As an original Marilyn at last year's Mater swim event, Mary has been a vocal advocate for the work the team does, as well as depicting what life with incurable cancer can be like on her Instagram page. It's no surprise then that she'll be waddling away with more Marilyn's at this year's event.
Last year's Marilyn swim was an "empowering day for women", Mary says. "Women of all ages were there and in big groups and everything else. It was just a beautiful sisterhood where we're all at supporting each other."

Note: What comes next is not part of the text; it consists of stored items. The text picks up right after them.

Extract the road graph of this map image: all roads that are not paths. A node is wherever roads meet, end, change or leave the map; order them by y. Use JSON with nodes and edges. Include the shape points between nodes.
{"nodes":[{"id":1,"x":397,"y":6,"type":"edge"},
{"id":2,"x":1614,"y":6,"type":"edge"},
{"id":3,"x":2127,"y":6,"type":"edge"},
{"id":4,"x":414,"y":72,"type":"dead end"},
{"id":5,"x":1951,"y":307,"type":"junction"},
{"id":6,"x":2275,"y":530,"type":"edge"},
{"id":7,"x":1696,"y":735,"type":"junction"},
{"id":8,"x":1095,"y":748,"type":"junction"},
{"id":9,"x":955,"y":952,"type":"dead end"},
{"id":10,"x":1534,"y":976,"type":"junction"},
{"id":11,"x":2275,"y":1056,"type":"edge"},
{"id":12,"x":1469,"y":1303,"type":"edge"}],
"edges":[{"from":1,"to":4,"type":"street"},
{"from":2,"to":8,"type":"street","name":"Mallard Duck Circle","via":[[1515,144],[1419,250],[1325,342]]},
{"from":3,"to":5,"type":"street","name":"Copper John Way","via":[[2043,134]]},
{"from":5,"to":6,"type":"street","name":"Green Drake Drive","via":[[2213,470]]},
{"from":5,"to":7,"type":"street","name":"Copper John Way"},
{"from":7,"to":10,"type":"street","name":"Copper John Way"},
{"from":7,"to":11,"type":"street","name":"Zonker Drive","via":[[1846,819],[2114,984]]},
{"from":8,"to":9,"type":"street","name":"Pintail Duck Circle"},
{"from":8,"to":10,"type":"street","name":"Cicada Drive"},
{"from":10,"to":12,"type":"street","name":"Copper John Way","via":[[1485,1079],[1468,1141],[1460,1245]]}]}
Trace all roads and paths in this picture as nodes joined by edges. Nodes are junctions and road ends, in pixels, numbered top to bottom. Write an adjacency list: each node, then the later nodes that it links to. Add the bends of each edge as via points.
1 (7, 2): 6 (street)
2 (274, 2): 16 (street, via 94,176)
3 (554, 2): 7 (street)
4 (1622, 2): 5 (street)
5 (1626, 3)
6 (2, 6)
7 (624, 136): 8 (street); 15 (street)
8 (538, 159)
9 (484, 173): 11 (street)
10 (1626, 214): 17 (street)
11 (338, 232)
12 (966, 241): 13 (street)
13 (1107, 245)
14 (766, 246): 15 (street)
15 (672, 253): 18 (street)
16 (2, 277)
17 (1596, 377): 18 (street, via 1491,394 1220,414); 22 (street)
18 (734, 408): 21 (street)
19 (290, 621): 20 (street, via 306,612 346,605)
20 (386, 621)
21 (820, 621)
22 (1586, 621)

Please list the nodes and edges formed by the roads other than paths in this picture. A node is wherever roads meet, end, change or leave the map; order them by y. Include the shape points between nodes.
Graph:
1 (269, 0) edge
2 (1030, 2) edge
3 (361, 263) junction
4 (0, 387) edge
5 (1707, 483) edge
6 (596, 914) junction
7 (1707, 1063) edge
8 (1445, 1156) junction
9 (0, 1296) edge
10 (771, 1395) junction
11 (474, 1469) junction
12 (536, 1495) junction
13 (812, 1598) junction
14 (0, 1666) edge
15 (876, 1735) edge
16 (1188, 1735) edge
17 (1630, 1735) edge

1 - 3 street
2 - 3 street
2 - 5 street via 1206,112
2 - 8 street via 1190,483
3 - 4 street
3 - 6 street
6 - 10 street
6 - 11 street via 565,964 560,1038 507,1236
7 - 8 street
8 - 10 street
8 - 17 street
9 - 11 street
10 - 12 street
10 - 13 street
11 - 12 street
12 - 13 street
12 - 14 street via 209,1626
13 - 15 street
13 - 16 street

The event, Mary says, is a welcome chance to "channel that little bit of Marilyn Monroe for themselves and that little bit of glamour, because quite frankly, cancer patients, as you well know, have been through the mill. We've gotten the treatments that have made us sick. We've gotten zapped with the radiotherapy. We've had bits and bobs chopped off. And it doesn't mean that we're any less glamourous. It doesn't mean that our body is not any less special".
Having a reason to embrace your body as a cancer patient is a powerful thing, too, as Mary notes: "One of the things that hit me when I got diagnosed first, I was really angry at my body. I felt like I was betrayed in a way.
"I got cancer in my 30s and my body changed hugely. People always get that image of a cancer patient that's really skinny, has no hair, is consistently getting sick. And to be honest, I was the exact same. I've lost a breast going through this. And I'm very unlikely that I'll ever get a chance to get reconstruction."
Now, after countless rounds of chemotherapy, radiation and multiple surgeries, Mary can see how resilient her body has been.
"I think my body is absolutely amazing that it managed to go through all this and still come out the other end, and we should celebrate them.